WHAT YOU WILL DO
Where a record contains a picture, omit it; otherwise reproduce the listing exactly.

SOURCE DATA
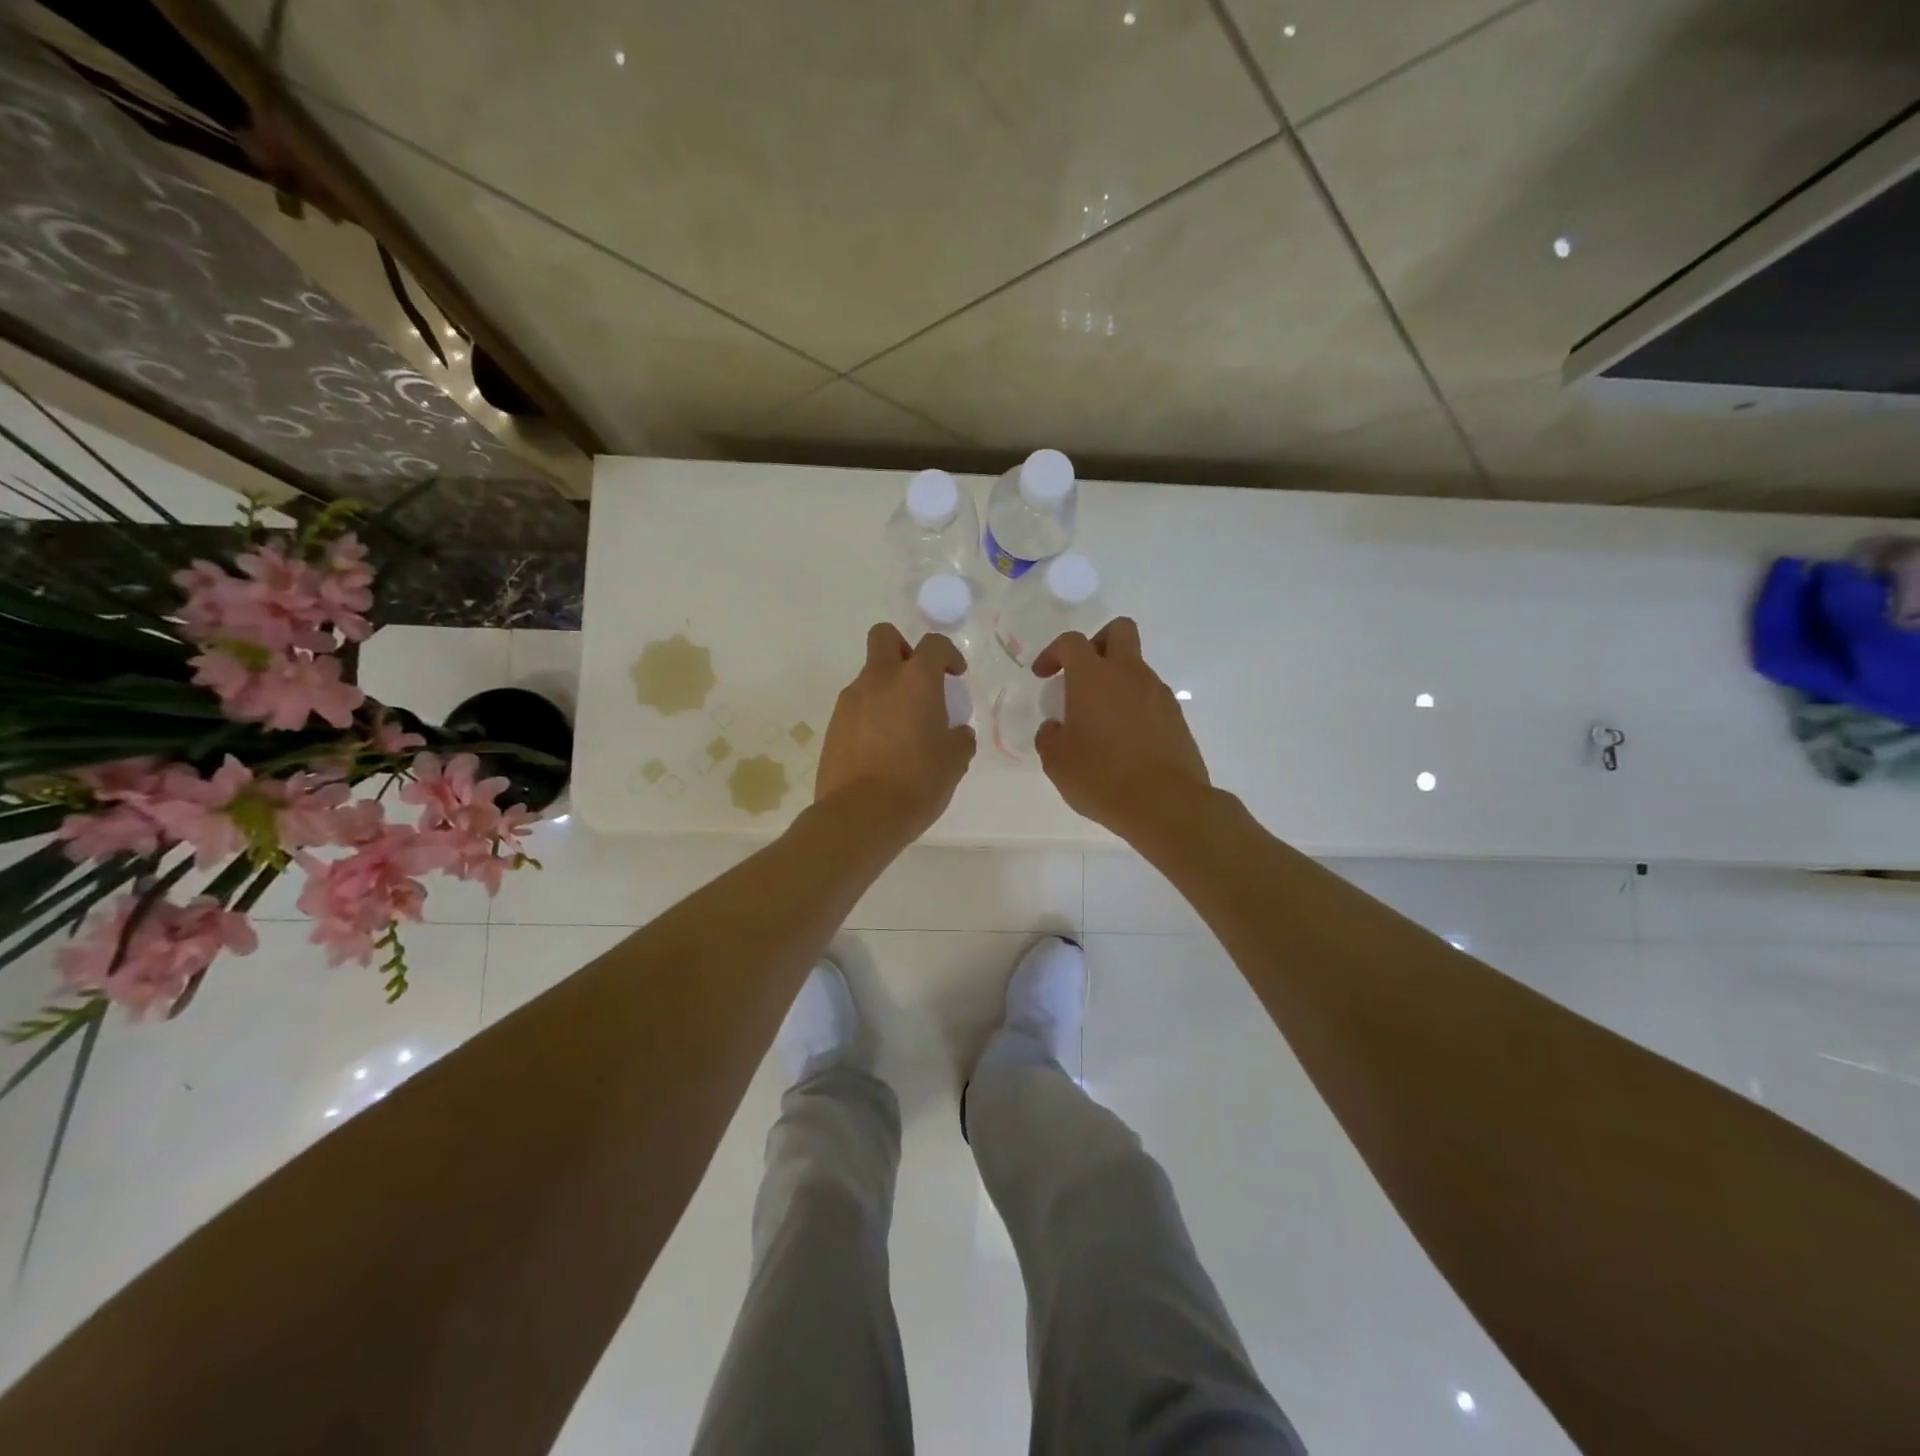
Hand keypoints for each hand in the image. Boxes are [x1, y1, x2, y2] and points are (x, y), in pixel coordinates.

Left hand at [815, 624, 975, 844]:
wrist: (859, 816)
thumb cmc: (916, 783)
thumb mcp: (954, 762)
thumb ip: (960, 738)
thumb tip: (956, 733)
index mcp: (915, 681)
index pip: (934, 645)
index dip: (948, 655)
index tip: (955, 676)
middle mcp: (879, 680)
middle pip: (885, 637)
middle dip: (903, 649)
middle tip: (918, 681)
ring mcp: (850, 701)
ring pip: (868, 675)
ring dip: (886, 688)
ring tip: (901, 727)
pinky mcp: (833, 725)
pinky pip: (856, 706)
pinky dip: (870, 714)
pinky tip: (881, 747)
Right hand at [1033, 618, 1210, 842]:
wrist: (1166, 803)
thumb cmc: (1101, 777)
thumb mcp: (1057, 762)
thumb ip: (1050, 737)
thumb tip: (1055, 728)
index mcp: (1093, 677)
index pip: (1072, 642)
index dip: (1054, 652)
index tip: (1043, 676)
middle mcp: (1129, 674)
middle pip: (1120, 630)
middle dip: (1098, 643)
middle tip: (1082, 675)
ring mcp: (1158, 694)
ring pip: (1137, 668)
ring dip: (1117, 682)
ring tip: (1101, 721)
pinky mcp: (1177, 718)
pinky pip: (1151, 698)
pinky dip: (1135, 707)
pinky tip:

ANSWER FOR THE TASK
Hand keypoints for each hand in the image. Boxes are [x1, y1, x2, y2] and points are (x, y), in pixel coordinates.

Left hand at [815, 624, 975, 844]:
wrist: (859, 816)
thumb cmc: (916, 783)
thumb mcp: (954, 762)
thumb ip: (960, 738)
thumb tip: (956, 733)
index mcp: (915, 681)
index pip: (934, 645)
index dip: (948, 655)
index tip: (955, 676)
middle mcp: (879, 680)
middle pip: (885, 637)
middle dip: (903, 649)
middle tip: (918, 681)
ring mcp: (850, 701)
ring pip: (868, 675)
ring dip: (886, 688)
ring tip: (901, 727)
pinky mcp: (833, 725)
pinky pip: (856, 706)
pinky dip: (870, 714)
pinky tip: (881, 747)
Right hand at [1033, 618, 1210, 842]:
wrist: (1166, 803)
thumb cmc: (1101, 777)
thumb mcp: (1057, 762)
thumb ip: (1050, 737)
thumb tip: (1055, 728)
index mcp: (1093, 677)
index pip: (1072, 642)
index dip: (1054, 652)
index tip: (1043, 676)
middle mcp: (1129, 674)
middle pip: (1120, 630)
middle dip: (1098, 643)
middle tip: (1082, 675)
ring mcp: (1158, 694)
ring pip: (1137, 668)
ring dip: (1117, 682)
ring tip: (1101, 721)
pinky mcp: (1177, 718)
pinky pip: (1151, 698)
pinky dip: (1135, 707)
pinky tip:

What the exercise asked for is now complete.